と言うよりも、今まで無理をしてロックから遠ざかっていたぶん、早く唄いたくてウズウズしているようにさえ見える。
それをを見透かしたように、マスターが笑って森脇に話しかけた。
「なんだか、唄いたくって仕方がないみたいだね、森脇君は」
すると、調子に乗った陽子がそのマスターの台詞に乗せて、森脇を囃し立てた。
「そんなに唄いたかったら、唄ったらどうですか?ステージ空いてますよ~~♪」
今日は平日で、レスポール名物のステージライブは行われていない。その幕の閉じたステージを、陽子は指差した。

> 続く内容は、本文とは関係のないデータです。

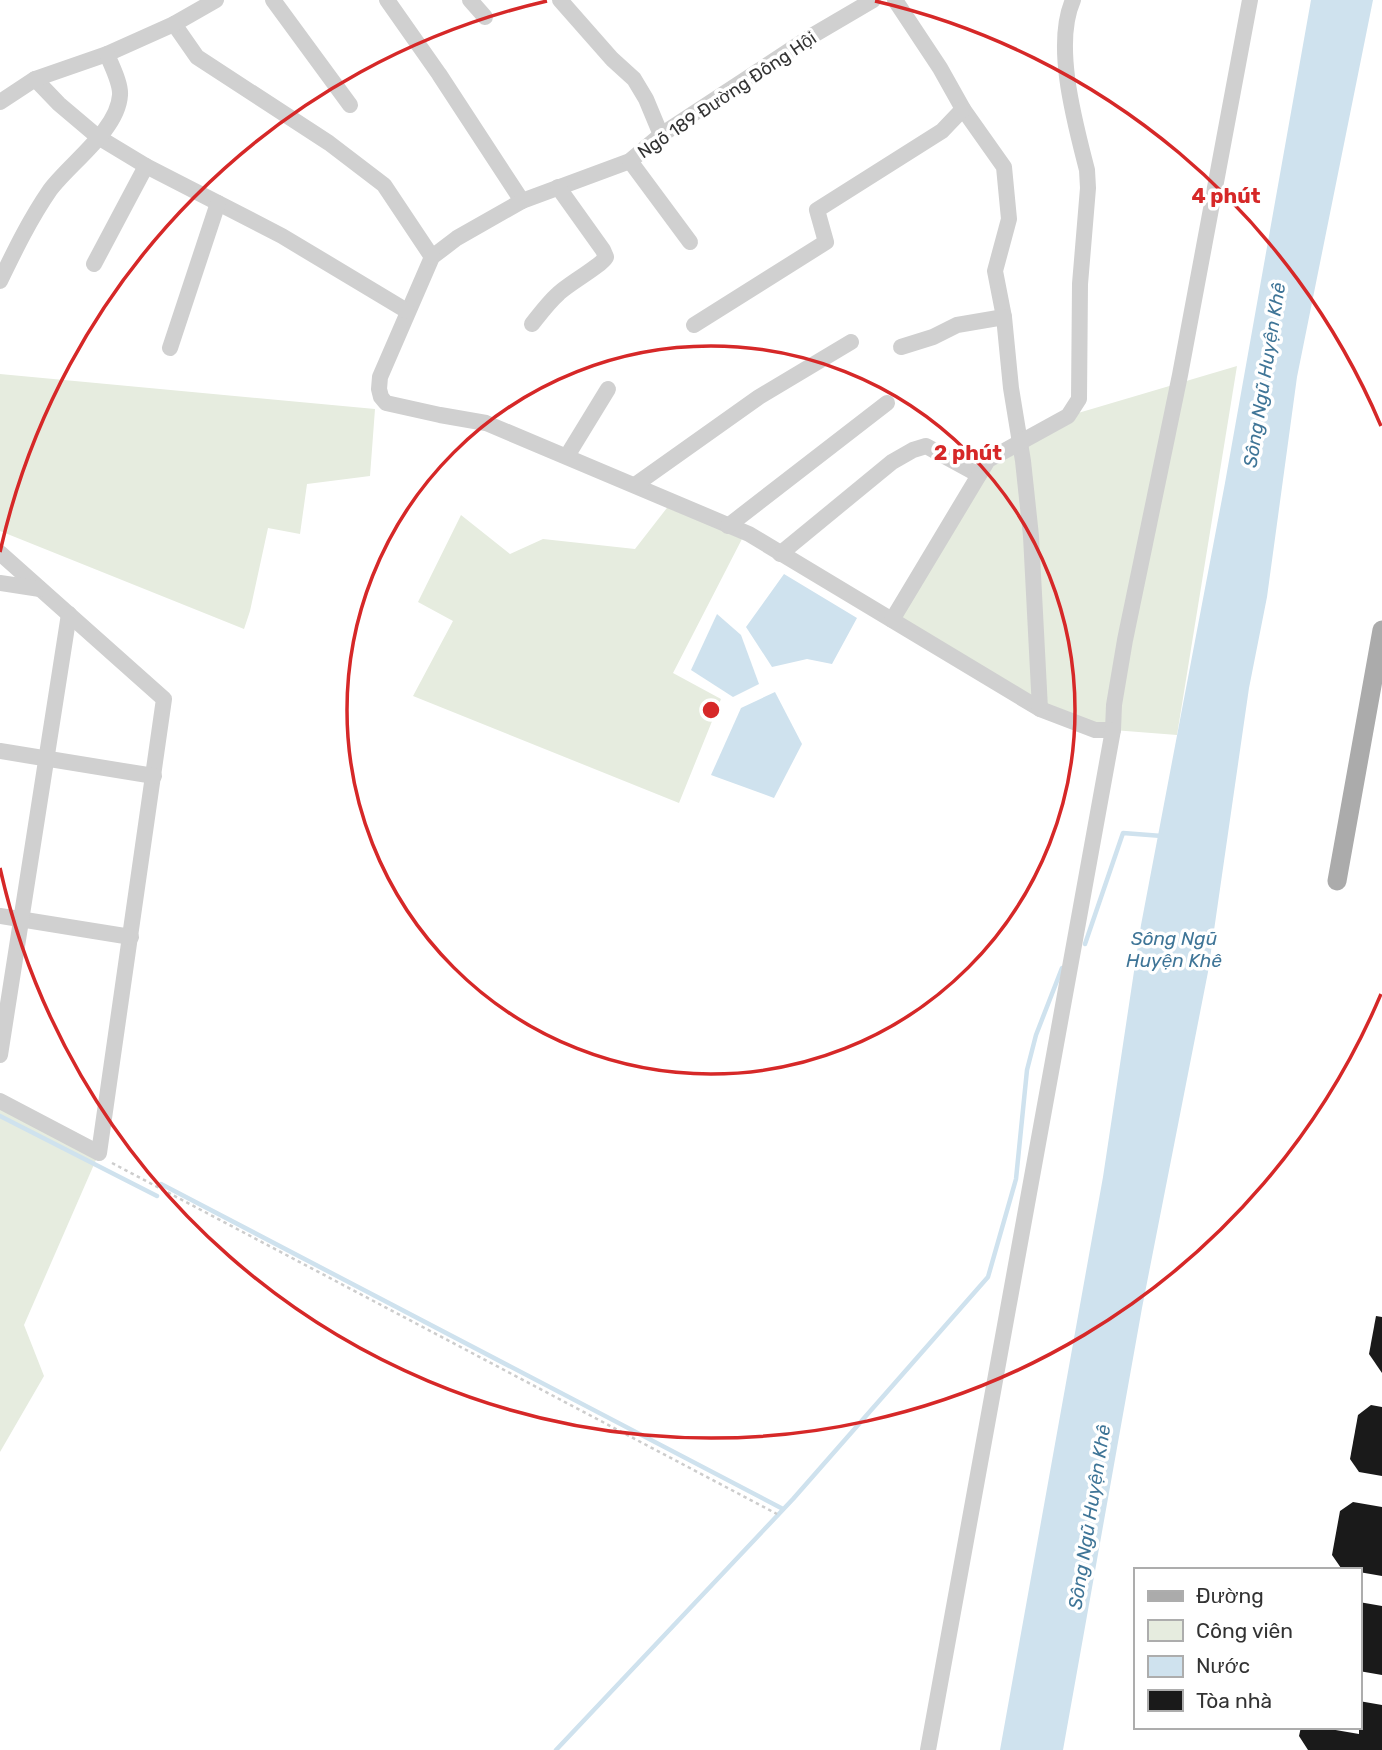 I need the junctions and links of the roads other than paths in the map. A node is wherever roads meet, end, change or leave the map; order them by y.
1 (216, 0) edge
2 (273, 0) edge
3 (387, 0) edge
4 (470, 0) edge
5 (560, 0) edge
6 (873, 0) edge
7 (895, 0) edge
8 (1073, 0) edge
9 (1250, 0) edge
10 (485, 16) dead end
11 (174, 24) junction
12 (107, 54) junction
13 (35, 79) junction
14 (0, 102) edge
15 (350, 105) dead end
16 (963, 109) junction
17 (661, 135) junction
18 (98, 137) junction
19 (630, 161) junction
20 (146, 166) junction
21 (558, 187) junction
22 (522, 201) junction
23 (218, 203) junction
24 (690, 242) dead end
25 (432, 257) junction
26 (94, 264) dead end
27 (0, 281) edge
28 (407, 311) junction
29 (1004, 317) junction
30 (532, 324) dead end
31 (694, 325) dead end
32 (851, 342) dead end
33 (901, 347) dead end
34 (170, 348) dead end
35 (608, 389) dead end
36 (887, 403) dead end
37 (1020, 442) junction
38 (567, 456) junction
39 (979, 475) junction
40 (635, 485) junction
41 (728, 526) junction
42 (0, 553) edge
43 (780, 554) junction
44 (0, 583) edge
45 (40, 589) junction
46 (69, 614) junction
47 (892, 620) junction
48 (1382, 630) edge
49 (1040, 709) junction
50 (1114, 730) junction
51 (0, 751) edge
52 (46, 758) junction
53 (153, 776) junction
54 (1337, 881) dead end
55 (0, 916) edge
56 (21, 920) junction
57 (131, 937) junction
58 (0, 1055) edge
59 (0, 1101) edge
60 (928, 1750) edge

1 - 11 street
2 - 15 street
3 - 22 street
4 - 10 street
5 - 17 street
6 - 17 street, Ngõ 189 Đường Đông Hội
7 - 16 street
8 - 37 street
9 - 50 street
11 - 12 street
11 - 25 street
12 - 13 street
12 - 18 street
13 - 14 street
13 - 18 street
16 - 29 street
16 - 31 street
17 - 19 street, Ngõ 189 Đường Đông Hội
18 - 20 street
18 - 27 street
19 - 21 street, Ngõ 189 Đường Đông Hội
19 - 24 street
20 - 23 street
20 - 26 street
21 - 22 street, Ngõ 189 Đường Đông Hội
21 - 30 street
22 - 25 street, Ngõ 189 Đường Đông Hội
23 - 28 street
23 - 34 street
25 - 28 street, Ngõ 189 Đường Đông Hội
28 - 38 street, Ngõ 189 Đường Đông Hội
29 - 33 street
29 - 37 street
32 - 40 street
35 - 38 street
36 - 41 street
37 - 39 street
37 - 49 street
38 - 40 street
39 - 43 street
39 - 47 street
40 - 41 street
41 - 43 street
42 - 45 street
43 - 47 street
44 - 45 street
45 - 46 street
46 - 52 street
46 - 53 street
47 - 49 street
48 - 54 main road
49 - 50 street
50 - 60 street
51 - 52 street
52 - 53 street
52 - 56 street
53 - 57 street
55 - 56 street
56 - 57 street
56 - 58 street
57 - 59 street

勿論、陽子は冗談で言ったつもりだったのだが、その陽子の挑発に森脇はあっさりと乗って来たのだ。
「よし、唄ってやらぁ!」
「えっ、ホントに?」
「心配するな、カネは取らねえよ。マスター、ギター借ります!」
そう言って立ち上がると、森脇は一人でステージの方へと歩いて行った。
やがて、静かにステージの幕が上がると、そこにはギターを抱えてひとり椅子に座った森脇の姿があった。
マスターが店内のBGMを止め、照明の調整をする。
静まり返る店内………その中で森脇のギターのストロークの音色だけが鳴り響いた。
森脇が、ギター1本で弾き語りの出来る曲としてチョイスしたのは、ビートルズの《ヘイ・ジュード》。

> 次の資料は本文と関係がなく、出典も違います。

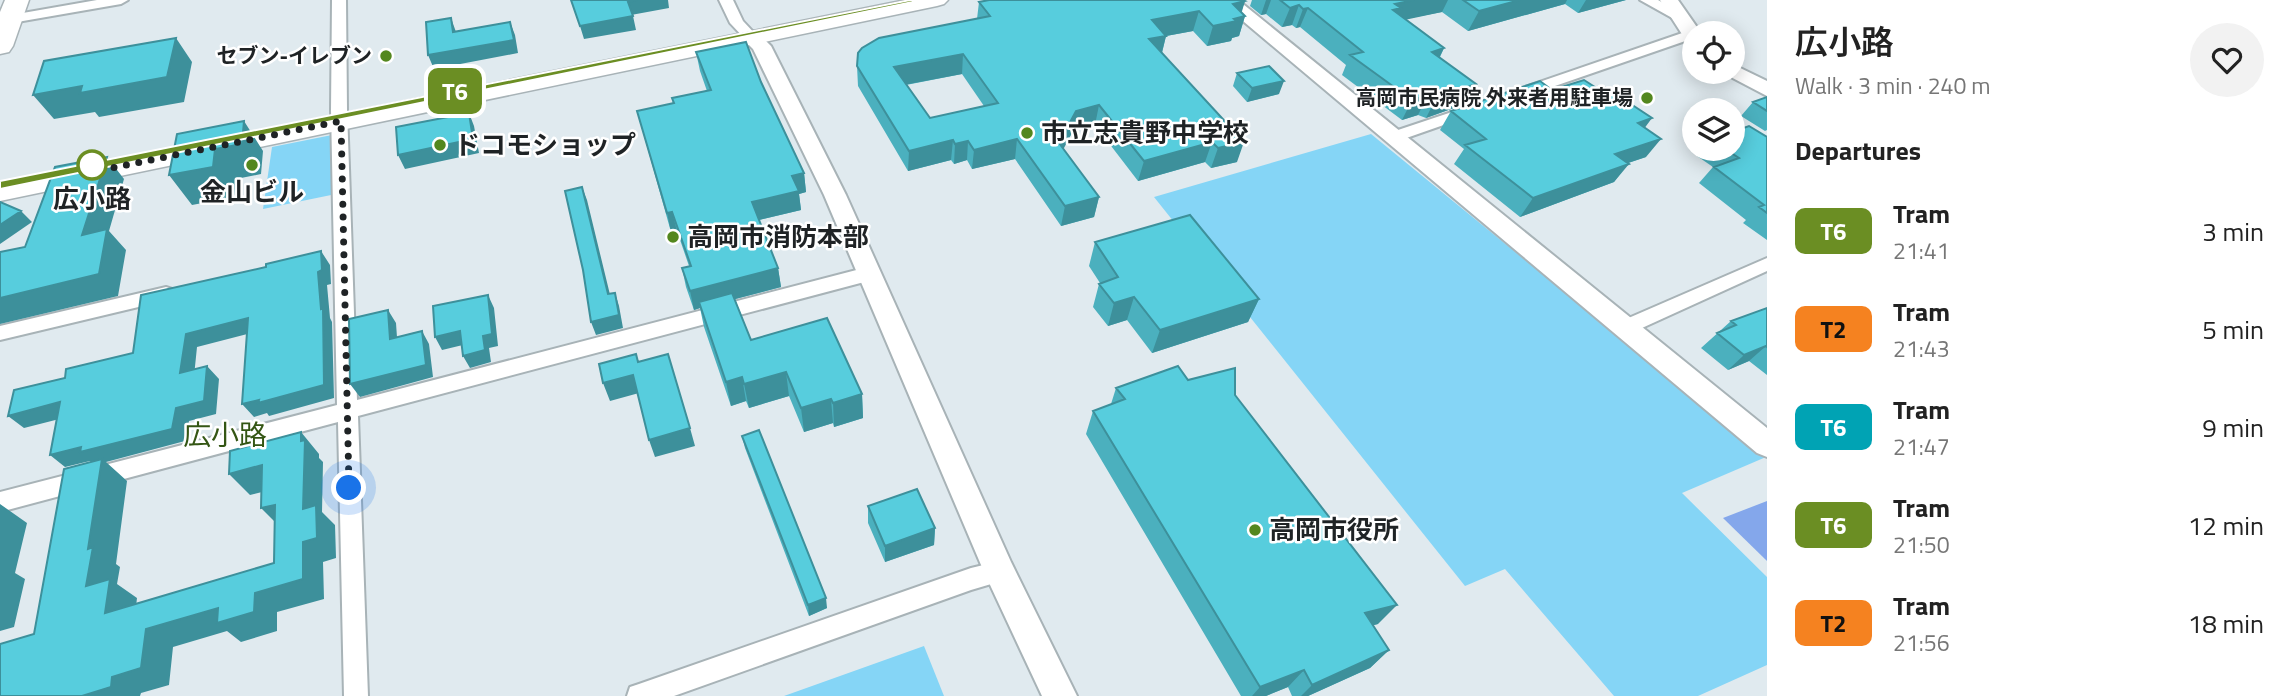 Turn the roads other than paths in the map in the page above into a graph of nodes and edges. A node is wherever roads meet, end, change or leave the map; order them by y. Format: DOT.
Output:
graph roads {
  1 [pos="121,0"];
  2 [pos="338,0"];
  3 [pos="726,0"];
  4 [pos="844,0"];
  5 [pos="936,0"];
  6 [pos="1647,0"];
  7 [pos="1237,2"];
  8 [pos="1674,8"];
  9 [pos="9,14"];
  10 [pos="744,30"];
  11 [pos="1682,39"];
  12 [pos="0,46"];
  13 [pos="1745,77"];
  14 [pos="1767,90"];
  15 [pos="1509,97"];
  16 [pos="1483,106"];
  17 [pos="340,112"];
  18 [pos="1395,137"];
  19 [pos="0,171"];
  20 [pos="0,192"];
  21 [pos="1767,264"];
  22 [pos="868,274"];
  23 [pos="185,289"];
  24 [pos="1624,328"];
  25 [pos="0,333"];
  26 [pos="347,410"];
  27 [pos="1767,445"];
  28 [pos="0,502"];
  29 [pos="1000,572"];
  30 [pos="356,696"];
  31 [pos="639,696"];
  32 [pos="1060,696"];
  1 -- 9 [label="street"];
  2 -- 17 [label="street"];
  3 -- 10 [label="street"];
  4 -- 10 [label="main road"];
  5 -- 10 [label="main road"];
  6 -- 8 [label="street"];
  7 -- 18 [label="street"];
  9 -- 12 [label="highway"];
  10 -- 17 [label="main road"];
  10 -- 22 [label="street"];
  11 -- 15 [label="street"];
  13 -- 14 [label="street"];
  16 -- 18 [label="street"];
  17 -- 19 [label="main road"];
  17 -- 20 [label="main road"];
  17 -- 26 [label="street"];
  18 -- 24 [label="street"];
  21 -- 24 [label="street"];
  22 -- 26 [label="street"];
  22 -- 29 [label="street"];
  23 -- 25 [label="street"];
  24 -- 27 [label="street"];
  26 -- 28 [label="street"];
  26 -- 30 [label="street"];
  29 -- 31 [label="street"];
  29 -- 32 [label="street"];
}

一見、シンプルで簡単そうに見える曲であるが、それ故ボーカルの個性が如実に表れる楽曲である。
森脇は、それを見事に自分のものとしていた。ハスキーでありながら、伸びやかさも併せ持つ彼の恵まれたロックシンガーとしての歌声は、28年前と比べても全く引けをとらない、寧ろ成熟されていると言っても良かった。
「さすがだ……森脇 勇司、健在ですね」
感嘆と共に、本田がマスターに話しかける。
「うん、本当に………」
静かにそれに答えるマスターの両目には、涙が滲んでいた。